Applying a few octaves of turbulence to the ray gives a much more organic effect:
Using some turbulence to perturb the ray from the planet's surface before intersecting it with the terrain control net produces a far more satisfyingly organic and pleasing effect
I'm particularly happy with how this looks from orbital distances but it will suffice closer to the surface for now as well.


A Note on Atmospheric Scattering

You may have noticed in these screenshots that I've also added some atmospheric scattering.  For terrain rendering this is one of the most effective ways of both improving the visuals and adding a sense of scale - taking it away makes everything look pretty flat and uninteresting by comparison:


Without the atmospheric scattering the perspective and scale is unclear
With atmospheric scattering the sense of scale and distance is much improved
In a previous project I implemented the system published in Precomputed Atmospheric Scattering by Eric Bruneton and Fabrice Neyret which produced excellent results, but in the spirit of trying new things I thought for this project I would try Accurate Atmospheric Scattering by Sean O'Neil found in the book GPU Gems 2.  This looked like it might be a bit lighter weight in performance terms and easier to tweak for custom effects.

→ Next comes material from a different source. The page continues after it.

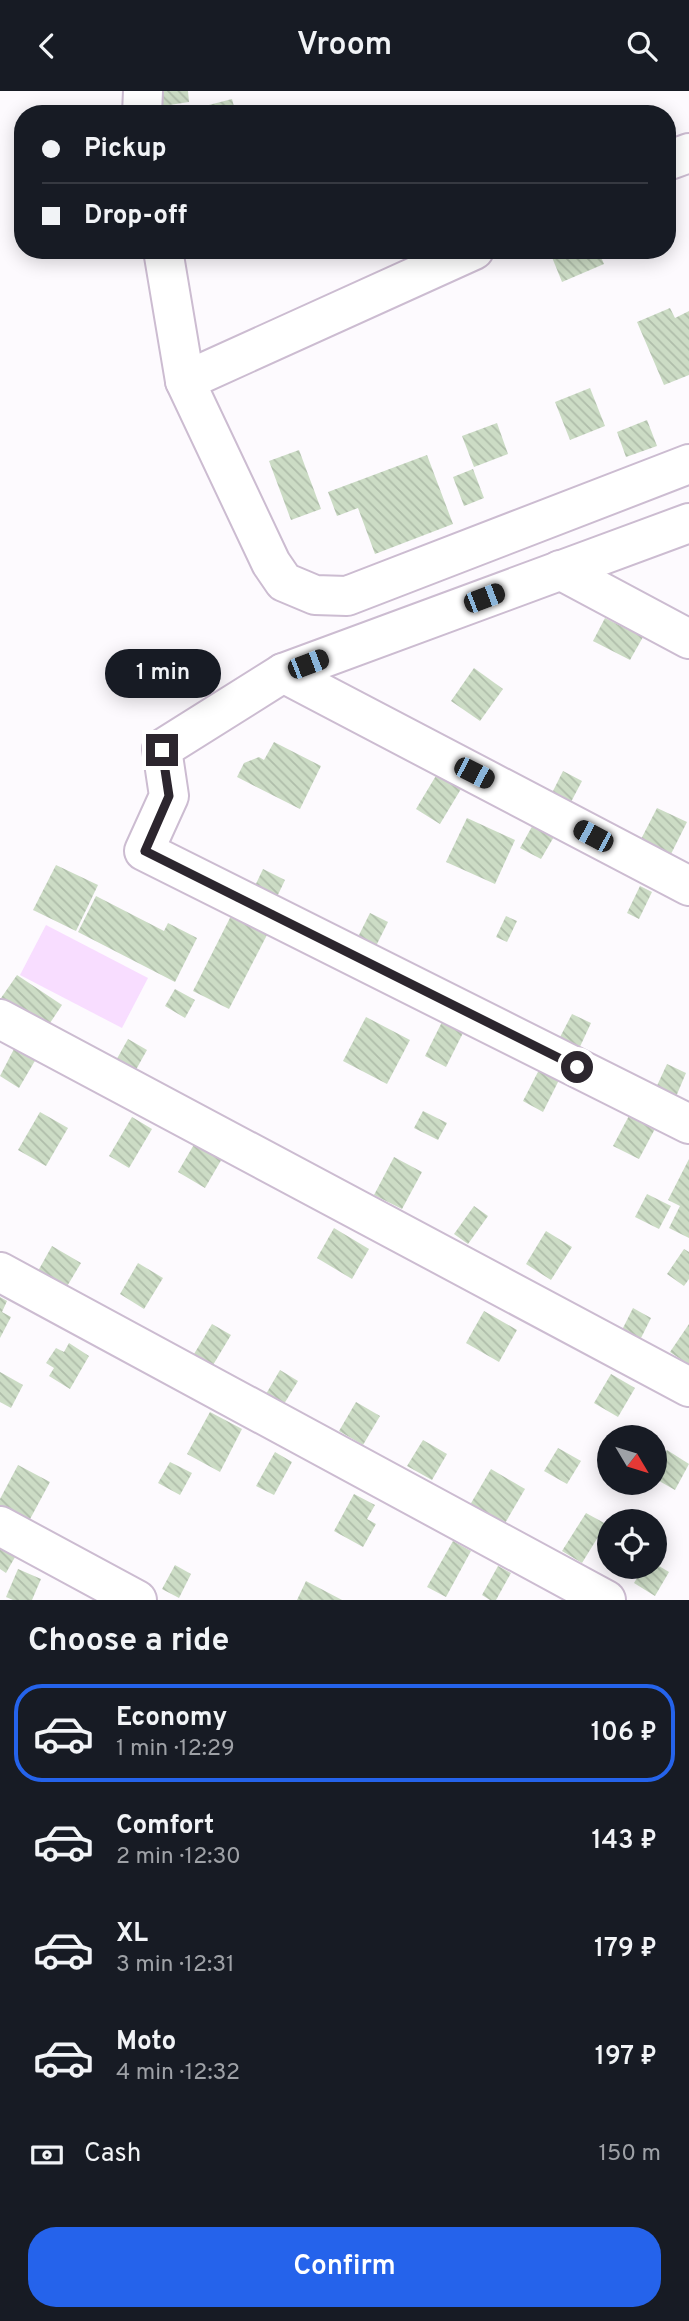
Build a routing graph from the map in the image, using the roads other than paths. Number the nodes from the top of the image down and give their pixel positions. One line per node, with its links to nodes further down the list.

I found the O'Neil paper relatively straightforward to implement which was refreshing after some papers I've struggled through in the past and it didn't take too long to get something up and running.  The only thing I changed was to move all the work into the pixel shader rather than doing some in the vertex shader.

There were two reasons for this, the first being that when applied to the terrain the geometry is quite dense so the performance cost implication should be minimal and it would avoid any interpolation artifacts along the triangle edges.  The second is pretty much the opposite however as rather than rendering a geometric sky sphere around the planet onto which the atmosphere shader is placed I wanted to have the sky rendered as part of the skybox.  

The skybox is simply a cube centred on the viewpoint rendered with a texture on each face to provide a backdrop of stars and nebulae, as this was already filling all non-terrain pixels adding the atmosphere to that shader seemed to make sense but as the geometry is so low detail computing some of the scattering shader in the vertex shader didn't seem like a good plan as I felt visual interpolation artifacts were bound to result.

Bear in mind that this only really makes sense if the viewpoint is generally close enough to the terrain that the skybox fills the sky - i.e. within the atmosphere itself.  Were I planning to have the viewpoint further away for appreciable time so the planet would be smaller on screen I would instead add additional geometry for the sky to prevent incurring the expensive scattering shader on pixels that are never going to be covered by the atmosphere.

To make a smooth transition as the viewpoint enters the atmosphere a simple alpha blend is used to fade the starfield skybox texture out as the viewpoint sinks into the atmosphere:

From high orbit the stars and nebulae on the skybox cubemap are clear

Descending into the atmosphere the scattering takes over and the stars start to fade out
Much closer to the surface the stars are only barely visible.  Keeping descending and they disappear altogether leaving a clear blue sky.
I think that pretty much covers the terrain visuals, probably in more detail than I initially intended but I think it's useful to get the fundamentals sorted out. I reckon what I have so far should be an interesting enough basis to work forwards from.